**Instructions for the task**
Only the lines with "first" in the entries below belong in the answer; please copy them.

**Supplied material**
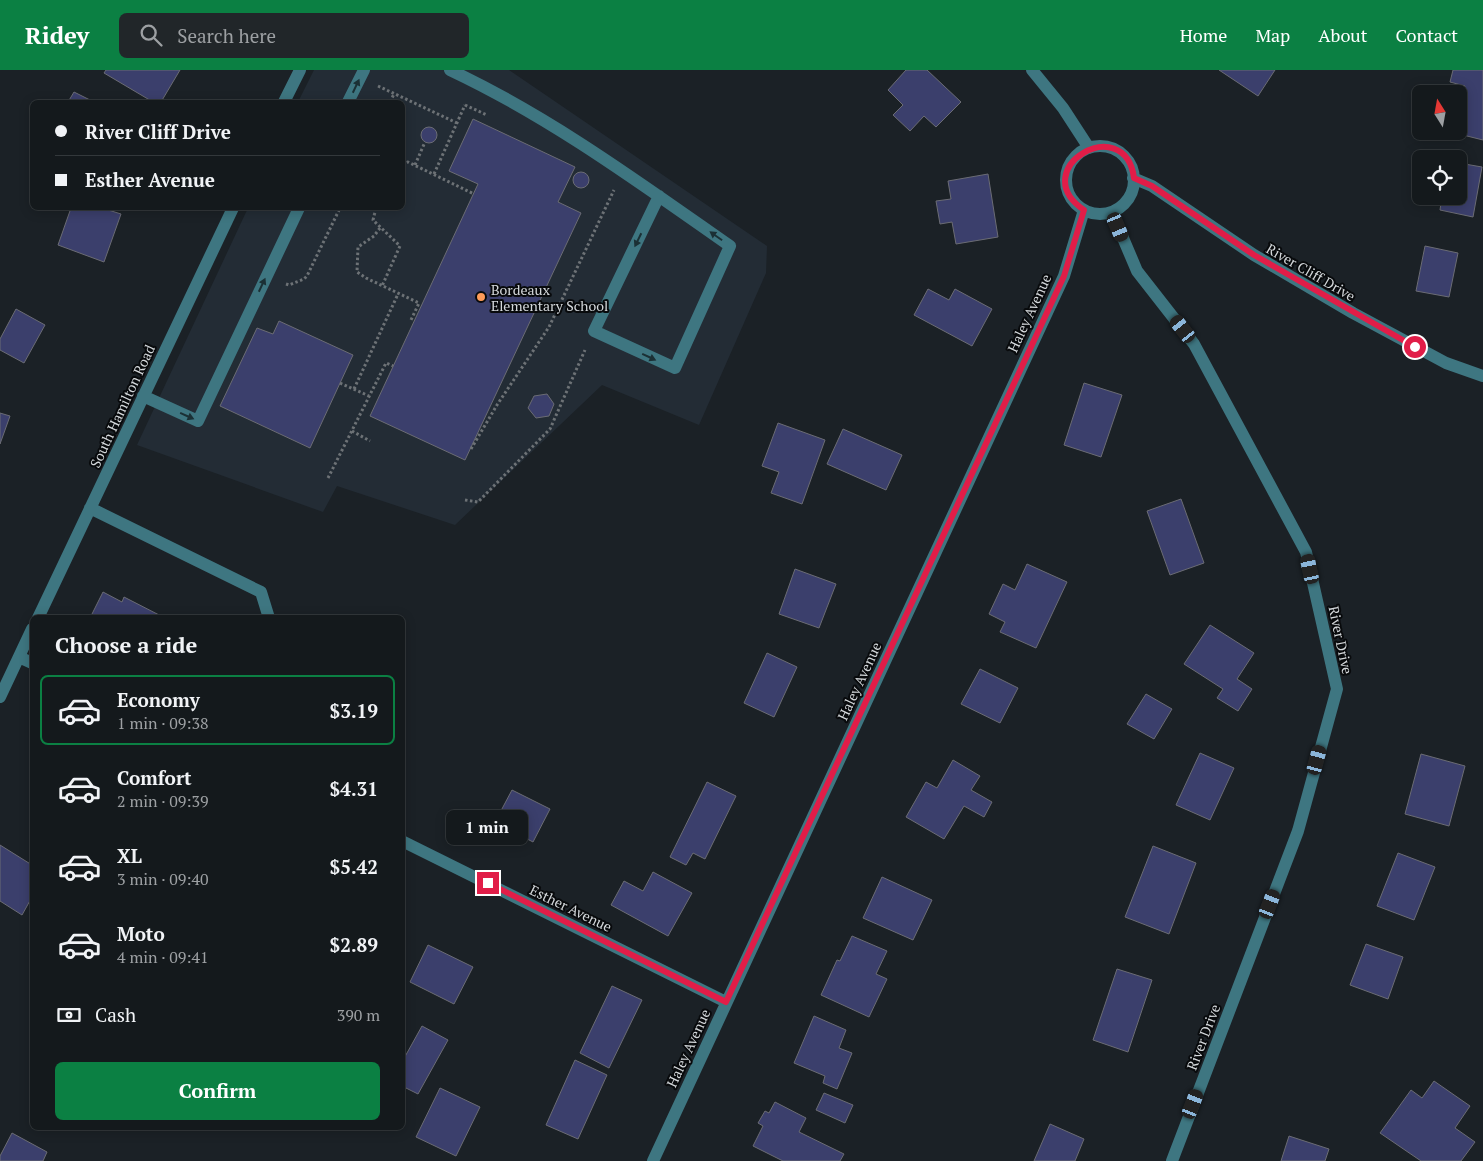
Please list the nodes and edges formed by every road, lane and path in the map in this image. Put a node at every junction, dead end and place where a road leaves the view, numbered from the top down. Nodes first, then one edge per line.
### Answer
==
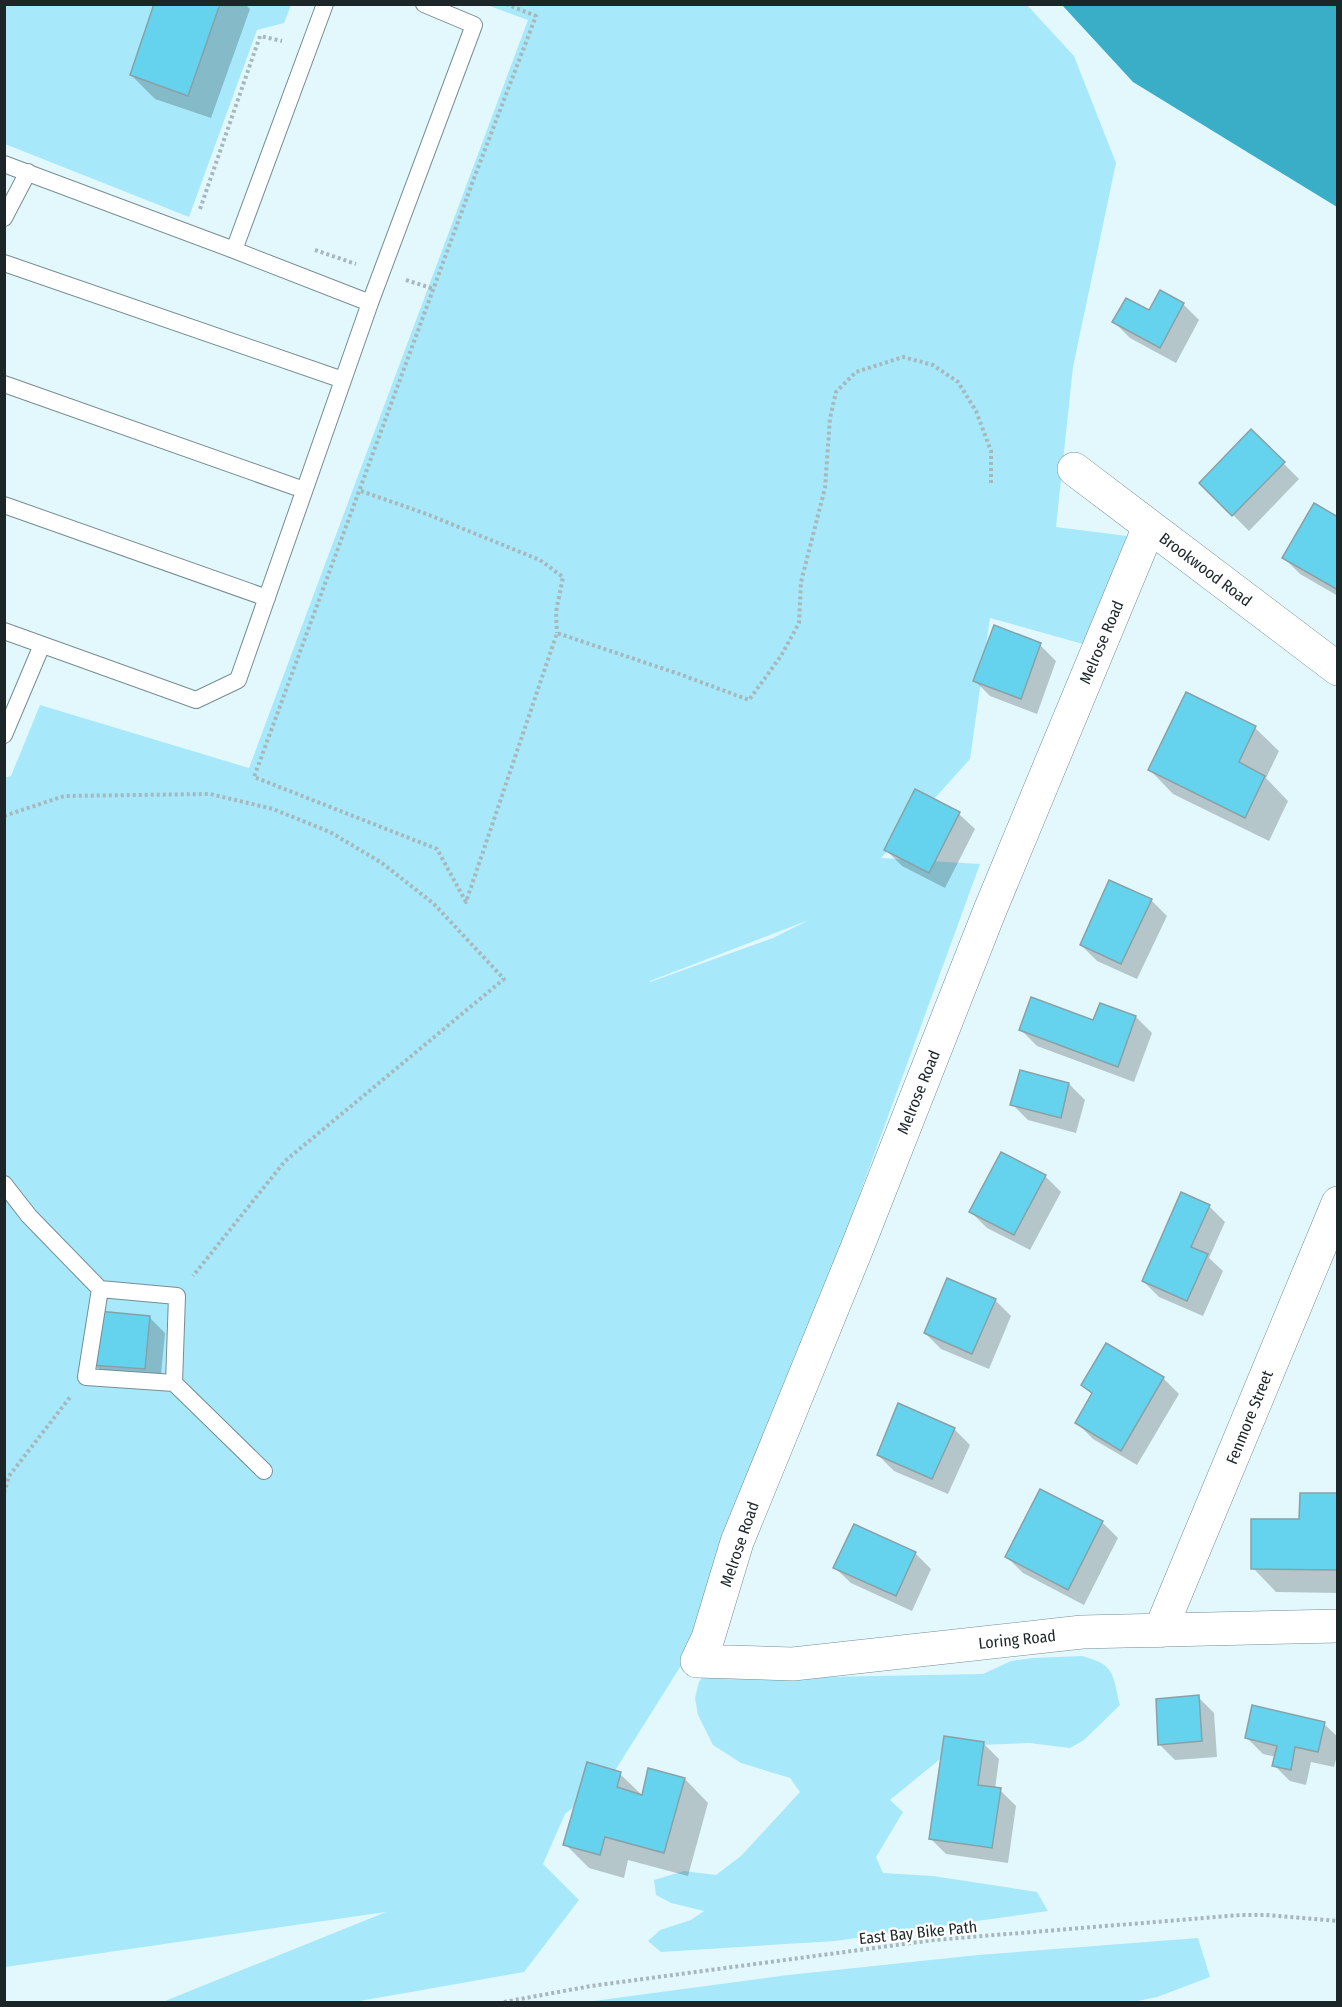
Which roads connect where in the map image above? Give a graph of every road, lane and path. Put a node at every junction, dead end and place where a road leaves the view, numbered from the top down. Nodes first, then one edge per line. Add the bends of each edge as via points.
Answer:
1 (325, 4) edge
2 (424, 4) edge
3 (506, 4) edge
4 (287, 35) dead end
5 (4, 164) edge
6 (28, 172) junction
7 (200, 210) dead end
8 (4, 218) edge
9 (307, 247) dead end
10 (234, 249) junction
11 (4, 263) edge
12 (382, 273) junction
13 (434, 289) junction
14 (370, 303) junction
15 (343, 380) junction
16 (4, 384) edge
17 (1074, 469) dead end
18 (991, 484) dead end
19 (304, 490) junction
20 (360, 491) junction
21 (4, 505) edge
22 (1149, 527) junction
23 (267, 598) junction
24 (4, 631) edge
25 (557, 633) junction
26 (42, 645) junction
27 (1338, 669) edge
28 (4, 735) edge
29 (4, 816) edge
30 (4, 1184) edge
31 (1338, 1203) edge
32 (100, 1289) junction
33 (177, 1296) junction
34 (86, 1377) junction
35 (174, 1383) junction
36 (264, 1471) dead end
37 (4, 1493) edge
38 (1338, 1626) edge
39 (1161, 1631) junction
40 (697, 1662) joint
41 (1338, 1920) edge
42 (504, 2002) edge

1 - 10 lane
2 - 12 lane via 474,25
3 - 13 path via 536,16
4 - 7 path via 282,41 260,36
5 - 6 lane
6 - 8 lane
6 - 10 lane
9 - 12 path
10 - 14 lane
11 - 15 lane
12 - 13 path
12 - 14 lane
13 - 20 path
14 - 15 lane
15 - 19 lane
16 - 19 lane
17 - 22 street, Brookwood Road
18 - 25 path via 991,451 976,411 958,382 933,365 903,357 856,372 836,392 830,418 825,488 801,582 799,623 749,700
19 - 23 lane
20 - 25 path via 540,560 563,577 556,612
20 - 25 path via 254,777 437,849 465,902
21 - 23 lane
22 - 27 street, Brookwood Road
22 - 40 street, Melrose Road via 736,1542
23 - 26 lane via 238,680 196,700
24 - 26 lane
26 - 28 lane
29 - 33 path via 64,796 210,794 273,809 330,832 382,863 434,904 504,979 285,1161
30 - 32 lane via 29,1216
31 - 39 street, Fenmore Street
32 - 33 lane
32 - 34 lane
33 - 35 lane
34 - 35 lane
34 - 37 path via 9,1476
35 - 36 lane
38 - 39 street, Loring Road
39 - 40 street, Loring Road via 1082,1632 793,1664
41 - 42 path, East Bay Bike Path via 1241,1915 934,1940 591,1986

**Result of this task**
Please list the nodes and edges formed by every road, lane and path in the map in this image. Put a node at every junction, dead end and place where a road leaves the view, numbered from the top down. Nodes first, then one edge per line.
Which roads connect where in the map image above? Give a graph of every road, lane and path. Put a node at every junction, dead end and place where a road leaves the view, numbered from the top down. Nodes first, then one edge per line. Add the bends of each edge as via points.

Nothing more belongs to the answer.